After studying civil engineering for 4 years at the Clarkson College of Technology2 in Potsdam, New York  he graduated in 1910, and then traveled the world. Grandpa kept some scrapbooks that have really been a help in writing his biography. He worked in, and had photos of, the Philippines, Chile, Alaska, Arizona, Montana, and Cuba, but his traveling had him pass through Hawaii, Japan, China, Ceylon (now known as Sri Lanka), Yemen, Egypt, Spain, Jamaica, Panama, Peru, and many of the United States. 


His first major job was in the Philippine Islands, which had recently become, as an outcome of the Spanish-American War, an “unincorporated territory of the United States.”  The Land Management Bureau, the government entity for which grandpa worked for 2 years, was organized in order to supervise “the survey and distribution of public lands.”


On his way to the Philippines in 1911, his ship spent several days traveling down the coast of China in May. They stopped in Shanghai and Hong Kong. This was just about 5 months before the October 1911 Chinese Revolution where there was a revolt ending the Qing Dynasty and creating the Republic of China.`


He had about a year in between his job in the Philippines and his second major job. There is no real information on what he did that year except there are a few photos in his album dated November 1913 where he is at Copper Rock Falls, Ontario, Canada and Grass River, New York.


His next job was in Chile, South America. On his way there in 1914, his ship passed through Panama in June… only two months before the Panama Canal was open for business. On his return trip to the United States in February of 1915, his ship would have used the Canal.


He was working in Northern Chile in Chuquicamata at the world’s largest open copper pit mine. His work contract says he was hired on as a “reinforced concrete man,” but I’m not really sure what that entailed… was he really just putting rebar in the concrete? I doubt it. There is a photo from this place and he is using surveying equipment.


His location is a bit unclear at times in the next 2 years as he didn’t record all of his traveling. He worked the summer in Alaska from May until October in 1915. He then traveled to Arizona to work during the winter from November 1915 to May 1916. His travel log shows he went back to Alaska in May of 1916, but then there are photos showing that he was in Montana in June, July, and October of 1916. 


His sister, Sarah, passed away in New York at the end of October while he was in Montana. He then traveled to New York at the beginning of November. There is no record of his activities until he travels to Cuba in July of 1917.
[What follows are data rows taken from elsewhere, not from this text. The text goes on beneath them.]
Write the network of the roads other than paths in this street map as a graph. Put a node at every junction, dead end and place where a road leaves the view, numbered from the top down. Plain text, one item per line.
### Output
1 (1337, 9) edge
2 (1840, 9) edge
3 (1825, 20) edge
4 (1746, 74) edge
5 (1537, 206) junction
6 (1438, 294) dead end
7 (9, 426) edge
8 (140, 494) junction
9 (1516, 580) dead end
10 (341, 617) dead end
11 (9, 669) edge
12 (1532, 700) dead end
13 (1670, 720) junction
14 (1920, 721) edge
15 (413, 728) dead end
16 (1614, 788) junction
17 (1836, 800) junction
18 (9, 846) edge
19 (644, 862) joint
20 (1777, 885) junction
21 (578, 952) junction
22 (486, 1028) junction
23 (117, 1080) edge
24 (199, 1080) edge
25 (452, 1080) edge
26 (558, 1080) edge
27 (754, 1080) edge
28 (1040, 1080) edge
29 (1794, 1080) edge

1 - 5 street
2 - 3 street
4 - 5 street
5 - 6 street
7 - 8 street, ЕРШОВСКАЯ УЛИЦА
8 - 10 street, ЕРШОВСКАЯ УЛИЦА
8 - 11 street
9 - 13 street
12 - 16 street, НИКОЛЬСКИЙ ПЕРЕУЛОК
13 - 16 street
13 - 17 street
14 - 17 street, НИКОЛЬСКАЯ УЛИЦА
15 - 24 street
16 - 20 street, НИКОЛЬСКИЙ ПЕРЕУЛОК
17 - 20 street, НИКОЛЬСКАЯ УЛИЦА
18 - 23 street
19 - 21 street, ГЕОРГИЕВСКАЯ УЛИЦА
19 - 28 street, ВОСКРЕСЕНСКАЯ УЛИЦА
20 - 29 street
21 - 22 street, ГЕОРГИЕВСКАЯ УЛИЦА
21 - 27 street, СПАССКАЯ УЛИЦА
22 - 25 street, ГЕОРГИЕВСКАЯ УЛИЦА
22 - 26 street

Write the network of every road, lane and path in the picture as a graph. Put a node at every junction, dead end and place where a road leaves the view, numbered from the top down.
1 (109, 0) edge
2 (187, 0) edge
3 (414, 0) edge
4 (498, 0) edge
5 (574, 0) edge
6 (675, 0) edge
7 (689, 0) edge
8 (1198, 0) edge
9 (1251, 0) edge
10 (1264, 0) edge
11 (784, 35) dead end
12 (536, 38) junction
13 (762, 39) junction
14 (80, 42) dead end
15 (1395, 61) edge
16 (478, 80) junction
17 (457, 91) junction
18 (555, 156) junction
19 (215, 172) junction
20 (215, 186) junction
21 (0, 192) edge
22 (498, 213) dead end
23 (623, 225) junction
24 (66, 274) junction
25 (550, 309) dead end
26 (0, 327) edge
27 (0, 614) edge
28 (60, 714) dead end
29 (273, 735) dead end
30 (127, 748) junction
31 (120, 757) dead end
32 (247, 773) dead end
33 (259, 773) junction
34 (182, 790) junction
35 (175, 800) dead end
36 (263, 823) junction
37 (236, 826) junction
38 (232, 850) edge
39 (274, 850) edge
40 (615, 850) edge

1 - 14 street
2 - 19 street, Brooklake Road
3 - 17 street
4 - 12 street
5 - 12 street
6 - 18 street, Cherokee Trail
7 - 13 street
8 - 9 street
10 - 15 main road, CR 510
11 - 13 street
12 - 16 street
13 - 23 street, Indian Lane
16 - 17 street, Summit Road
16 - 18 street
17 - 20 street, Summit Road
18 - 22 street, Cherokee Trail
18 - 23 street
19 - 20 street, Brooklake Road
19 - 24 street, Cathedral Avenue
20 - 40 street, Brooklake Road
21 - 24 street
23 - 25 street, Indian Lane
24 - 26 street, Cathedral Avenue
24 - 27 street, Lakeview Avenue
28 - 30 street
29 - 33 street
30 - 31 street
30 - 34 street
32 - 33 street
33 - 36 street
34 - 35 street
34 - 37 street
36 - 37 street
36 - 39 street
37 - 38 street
The first time he went to Cuba, he worked for the Atlantic Fruit Company from July to October in 1917. At this time he was still working as a surveyor dealing with railroad construction and general topical surveys. The need for surveyors was growing in Cuba as its sugar production during this timeframe was greatly increasing for at least 2 reasons– the US doubled its consumption of sugar during 1903-1925 and, due to World War I, the sugar supply from sugar beets in Europe was interrupted, so the market for sugar cane was increased. Cuba increased its production 5 fold at this time. 


Grandpa made a brief one month visit back to New York before he returned to Cuba that November. 


I don’t know if this was his first job when he returned to Cuba, but he worked as a chief engineer for the Alto Cedro sugar plantation, which was owned by the West Indies Sugar Company. He later went on to become the manager of the plantation. The plantation was located in the Holguín Province. Alto Cedro Sugar Mill is now known as Loynaz Hechevarria–the Communist government has renamed almost all of the mills, for some reason.


My grandmother, Carolie Meigs, met Grandpa while visiting her sister Edna Strong who lived in Cuba with her family. Edna’s husband, Dr. Benjamin Strong, worked as a doctor on a sugar plantation in Cuba. I was told that he is the one who delivered Fidel and Raul Castro as their mother was a plantation worker. 


Grandma’s passport application said that the purpose of her visit was to be a companion to her sister. She sailed on the United Fruit Co. Steamer on 30 July 1917. She returned to the US on her 17th birthday, October 5, 1917. We don’t have any other travel records for grandma while she was single, so we don’t know how often she visited Edna or at what point she met Grandpa. They were later married in Cuba in 1922. He was 36 and she was 21 when they married. They had two sons, Joel Russ Jervis and Charles Miller Jervis, Jr.


Joel was born in Marcané, Oriente, Cuba on 5 April 1924. Around the time he turned 8, two things happened–the birth of his brother, Charles Miller Jervis, Jr on 14 October 1932 in Florida, which happened to be his dad’s 47th birthday and being sent off to military school because “that was the way things were done back then.”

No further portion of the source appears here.